[Stored data entries]
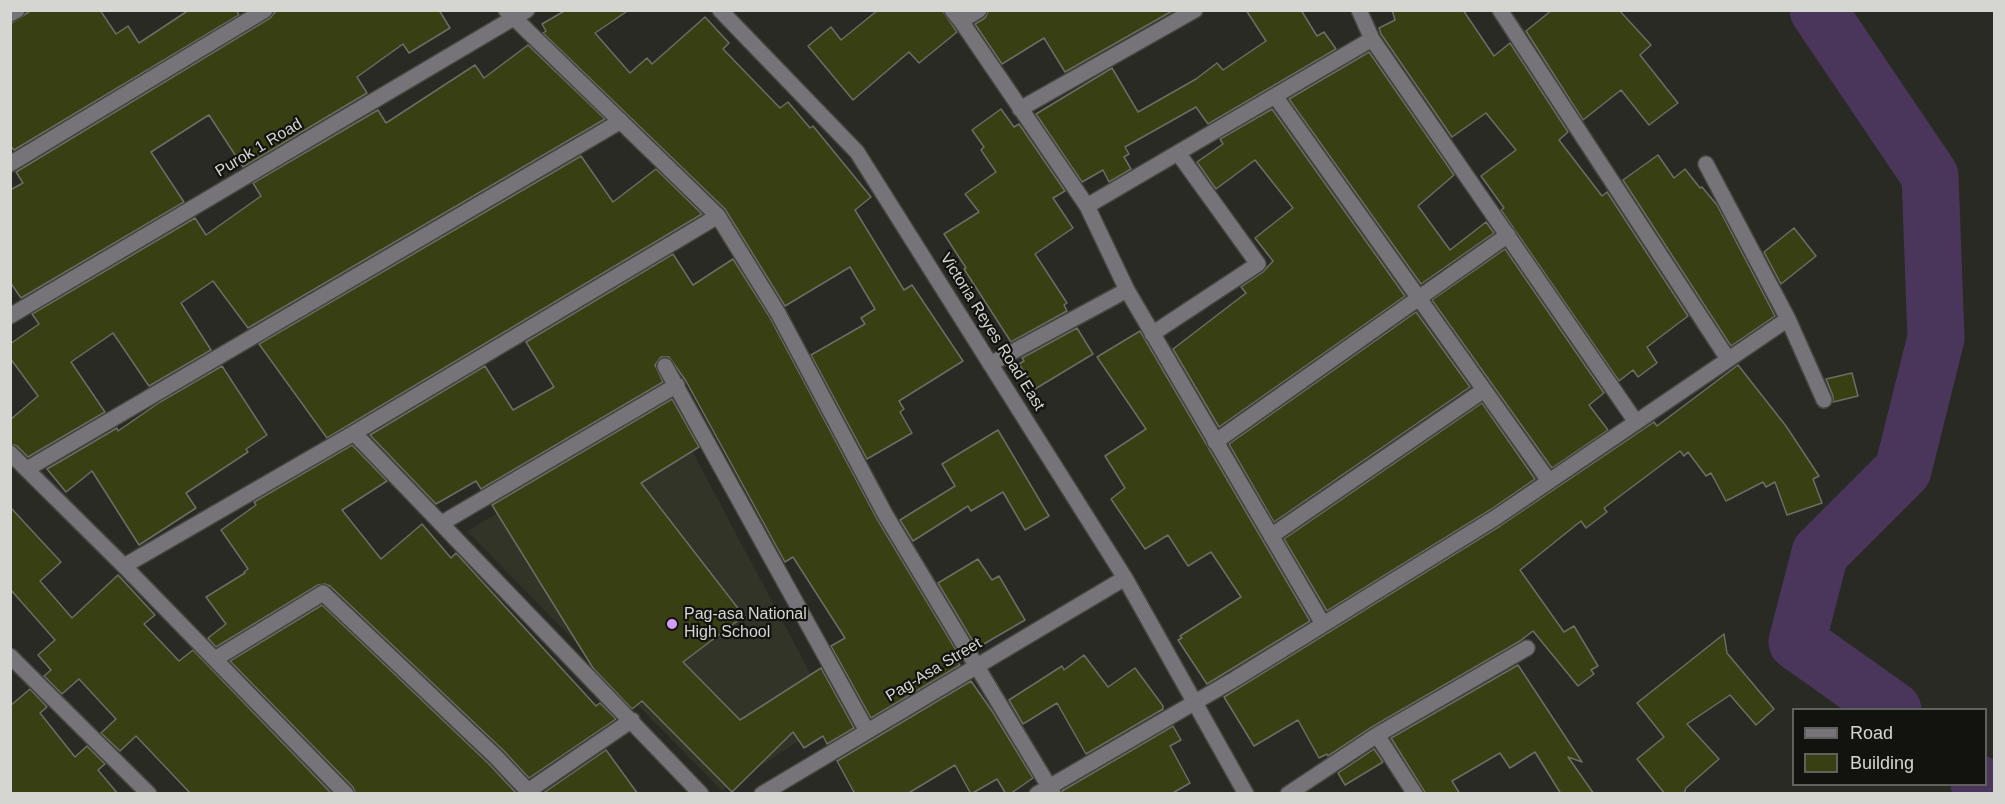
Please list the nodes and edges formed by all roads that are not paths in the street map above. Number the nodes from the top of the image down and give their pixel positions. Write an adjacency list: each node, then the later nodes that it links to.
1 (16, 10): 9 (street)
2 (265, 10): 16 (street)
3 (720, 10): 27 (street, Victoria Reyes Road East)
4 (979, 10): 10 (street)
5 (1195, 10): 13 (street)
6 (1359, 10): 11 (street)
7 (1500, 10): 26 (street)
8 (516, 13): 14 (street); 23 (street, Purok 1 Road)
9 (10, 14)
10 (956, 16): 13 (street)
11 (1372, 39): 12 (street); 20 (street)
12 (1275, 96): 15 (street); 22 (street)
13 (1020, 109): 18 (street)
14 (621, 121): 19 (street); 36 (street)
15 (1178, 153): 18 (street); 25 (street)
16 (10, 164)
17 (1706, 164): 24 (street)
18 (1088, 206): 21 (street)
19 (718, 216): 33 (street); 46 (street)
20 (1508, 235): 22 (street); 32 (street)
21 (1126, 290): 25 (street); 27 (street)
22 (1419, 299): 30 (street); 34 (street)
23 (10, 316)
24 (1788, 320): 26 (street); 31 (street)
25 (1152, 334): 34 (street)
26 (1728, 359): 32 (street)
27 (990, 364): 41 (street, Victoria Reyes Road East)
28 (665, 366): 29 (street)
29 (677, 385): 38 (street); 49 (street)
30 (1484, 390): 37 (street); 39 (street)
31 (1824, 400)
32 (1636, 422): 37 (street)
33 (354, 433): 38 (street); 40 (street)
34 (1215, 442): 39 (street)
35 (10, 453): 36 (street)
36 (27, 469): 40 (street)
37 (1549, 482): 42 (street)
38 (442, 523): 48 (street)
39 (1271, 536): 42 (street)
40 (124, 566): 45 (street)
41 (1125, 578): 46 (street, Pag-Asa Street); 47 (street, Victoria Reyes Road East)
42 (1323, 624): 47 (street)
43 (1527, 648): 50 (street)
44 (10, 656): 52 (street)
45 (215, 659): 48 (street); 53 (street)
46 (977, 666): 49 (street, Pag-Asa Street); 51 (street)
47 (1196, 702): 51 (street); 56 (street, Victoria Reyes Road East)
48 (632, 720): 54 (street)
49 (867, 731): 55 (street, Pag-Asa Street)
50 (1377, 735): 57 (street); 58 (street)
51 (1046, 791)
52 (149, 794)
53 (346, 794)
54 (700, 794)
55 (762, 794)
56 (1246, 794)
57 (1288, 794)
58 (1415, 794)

*Task prompt:* Pictures are to be excluded; the records themselves are to be reproduced exactly.

*Solution to the exercise:*
Please list the nodes and edges formed by all roads that are not paths in the street map above. Number the nodes from the top of the image down and give their pixel positions. Write an adjacency list: each node, then the later nodes that it links to.
1 (16, 10): 9 (street)
2 (265, 10): 16 (street)
3 (720, 10): 27 (street, Victoria Reyes Road East)
4 (979, 10): 10 (street)
5 (1195, 10): 13 (street)
6 (1359, 10): 11 (street)
7 (1500, 10): 26 (street)
8 (516, 13): 14 (street); 23 (street, Purok 1 Road)
9 (10, 14)
10 (956, 16): 13 (street)
11 (1372, 39): 12 (street); 20 (street)
12 (1275, 96): 15 (street); 22 (street)
13 (1020, 109): 18 (street)
14 (621, 121): 19 (street); 36 (street)
15 (1178, 153): 18 (street); 25 (street)
16 (10, 164)
17 (1706, 164): 24 (street)
18 (1088, 206): 21 (street)
19 (718, 216): 33 (street); 46 (street)
20 (1508, 235): 22 (street); 32 (street)
21 (1126, 290): 25 (street); 27 (street)
22 (1419, 299): 30 (street); 34 (street)
23 (10, 316)
24 (1788, 320): 26 (street); 31 (street)
25 (1152, 334): 34 (street)
26 (1728, 359): 32 (street)
27 (990, 364): 41 (street, Victoria Reyes Road East)
28 (665, 366): 29 (street)
29 (677, 385): 38 (street); 49 (street)
30 (1484, 390): 37 (street); 39 (street)
31 (1824, 400)
32 (1636, 422): 37 (street)
33 (354, 433): 38 (street); 40 (street)
34 (1215, 442): 39 (street)
35 (10, 453): 36 (street)
36 (27, 469): 40 (street)
37 (1549, 482): 42 (street)
38 (442, 523): 48 (street)
39 (1271, 536): 42 (street)
40 (124, 566): 45 (street)
41 (1125, 578): 46 (street, Pag-Asa Street); 47 (street, Victoria Reyes Road East)
42 (1323, 624): 47 (street)
43 (1527, 648): 50 (street)
44 (10, 656): 52 (street)
45 (215, 659): 48 (street); 53 (street)
46 (977, 666): 49 (street, Pag-Asa Street); 51 (street)
47 (1196, 702): 51 (street); 56 (street, Victoria Reyes Road East)
48 (632, 720): 54 (street)
49 (867, 731): 55 (street, Pag-Asa Street)
50 (1377, 735): 57 (street); 58 (street)
51 (1046, 791)
52 (149, 794)
53 (346, 794)
54 (700, 794)
55 (762, 794)
56 (1246, 794)
57 (1288, 794)
58 (1415, 794)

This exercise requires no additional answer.